To do:
Take every line from the listing below that contains "Hill".

--------

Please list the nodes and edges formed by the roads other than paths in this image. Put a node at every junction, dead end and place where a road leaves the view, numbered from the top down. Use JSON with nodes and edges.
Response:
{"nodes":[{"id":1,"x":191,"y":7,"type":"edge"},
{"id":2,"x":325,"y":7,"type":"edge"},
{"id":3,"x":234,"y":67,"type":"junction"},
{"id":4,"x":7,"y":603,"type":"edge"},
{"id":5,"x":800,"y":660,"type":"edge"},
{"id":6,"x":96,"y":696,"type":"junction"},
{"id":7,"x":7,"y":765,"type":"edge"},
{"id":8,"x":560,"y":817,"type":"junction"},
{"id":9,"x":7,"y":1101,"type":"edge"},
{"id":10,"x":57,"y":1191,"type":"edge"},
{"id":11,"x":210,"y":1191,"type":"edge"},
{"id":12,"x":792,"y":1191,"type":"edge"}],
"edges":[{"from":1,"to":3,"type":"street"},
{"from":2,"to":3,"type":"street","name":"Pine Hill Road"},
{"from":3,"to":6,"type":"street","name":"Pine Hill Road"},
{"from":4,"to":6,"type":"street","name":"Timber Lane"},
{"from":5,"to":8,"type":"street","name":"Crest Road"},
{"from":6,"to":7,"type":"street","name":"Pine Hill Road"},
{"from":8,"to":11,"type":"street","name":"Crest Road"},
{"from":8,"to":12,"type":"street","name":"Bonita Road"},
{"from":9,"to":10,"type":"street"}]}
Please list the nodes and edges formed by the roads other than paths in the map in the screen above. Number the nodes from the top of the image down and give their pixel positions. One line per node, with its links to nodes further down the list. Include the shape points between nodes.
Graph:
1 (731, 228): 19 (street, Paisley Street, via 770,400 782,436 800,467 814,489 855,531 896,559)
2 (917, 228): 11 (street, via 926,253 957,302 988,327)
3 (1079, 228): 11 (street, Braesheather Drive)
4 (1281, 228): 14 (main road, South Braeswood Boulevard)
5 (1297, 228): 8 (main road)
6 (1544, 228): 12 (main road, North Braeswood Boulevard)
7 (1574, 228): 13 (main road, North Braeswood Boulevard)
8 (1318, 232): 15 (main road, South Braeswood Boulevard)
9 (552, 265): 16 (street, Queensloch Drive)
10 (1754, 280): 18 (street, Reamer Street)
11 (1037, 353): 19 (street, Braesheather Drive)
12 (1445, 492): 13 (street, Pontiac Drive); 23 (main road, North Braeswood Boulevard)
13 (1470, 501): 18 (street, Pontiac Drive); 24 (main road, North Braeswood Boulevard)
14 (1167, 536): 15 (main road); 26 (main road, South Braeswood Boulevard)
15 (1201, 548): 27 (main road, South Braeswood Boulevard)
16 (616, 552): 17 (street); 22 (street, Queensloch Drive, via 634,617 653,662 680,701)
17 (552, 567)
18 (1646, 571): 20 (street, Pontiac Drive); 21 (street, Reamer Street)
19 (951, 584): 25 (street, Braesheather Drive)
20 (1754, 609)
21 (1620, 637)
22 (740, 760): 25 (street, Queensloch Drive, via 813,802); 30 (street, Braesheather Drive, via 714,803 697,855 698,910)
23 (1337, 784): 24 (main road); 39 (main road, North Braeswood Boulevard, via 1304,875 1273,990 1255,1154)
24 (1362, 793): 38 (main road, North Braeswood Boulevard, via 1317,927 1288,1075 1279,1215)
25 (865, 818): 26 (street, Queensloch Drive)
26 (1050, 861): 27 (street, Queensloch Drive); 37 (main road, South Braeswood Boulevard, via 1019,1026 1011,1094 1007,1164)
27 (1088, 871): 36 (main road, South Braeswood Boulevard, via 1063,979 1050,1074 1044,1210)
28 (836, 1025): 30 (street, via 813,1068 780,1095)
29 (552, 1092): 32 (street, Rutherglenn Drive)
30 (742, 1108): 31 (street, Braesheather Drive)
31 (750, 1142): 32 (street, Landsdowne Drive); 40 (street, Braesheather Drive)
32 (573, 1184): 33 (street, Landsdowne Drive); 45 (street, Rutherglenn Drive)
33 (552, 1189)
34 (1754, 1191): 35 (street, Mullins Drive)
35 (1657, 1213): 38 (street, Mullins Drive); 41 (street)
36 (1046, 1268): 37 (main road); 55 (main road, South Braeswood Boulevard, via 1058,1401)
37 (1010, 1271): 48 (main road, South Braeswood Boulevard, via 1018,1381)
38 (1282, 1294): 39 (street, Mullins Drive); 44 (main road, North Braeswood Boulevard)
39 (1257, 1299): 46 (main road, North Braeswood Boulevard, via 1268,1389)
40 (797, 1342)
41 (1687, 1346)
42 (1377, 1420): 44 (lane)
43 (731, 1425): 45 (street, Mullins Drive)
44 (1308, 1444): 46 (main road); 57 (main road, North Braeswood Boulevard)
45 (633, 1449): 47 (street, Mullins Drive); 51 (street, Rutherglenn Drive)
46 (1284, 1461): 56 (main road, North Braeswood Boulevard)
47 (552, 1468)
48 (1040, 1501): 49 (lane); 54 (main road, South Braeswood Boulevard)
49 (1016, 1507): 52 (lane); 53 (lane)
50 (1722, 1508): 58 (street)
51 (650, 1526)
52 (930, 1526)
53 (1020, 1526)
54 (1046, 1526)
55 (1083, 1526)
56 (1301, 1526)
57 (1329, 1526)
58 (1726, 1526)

--------

Exercise output:
{"from":2,"to":3,"type":"street","name":"Pine Hill Road"},
{"from":3,"to":6,"type":"street","name":"Pine Hill Road"},
{"from":6,"to":7,"type":"street","name":"Pine Hill Road"},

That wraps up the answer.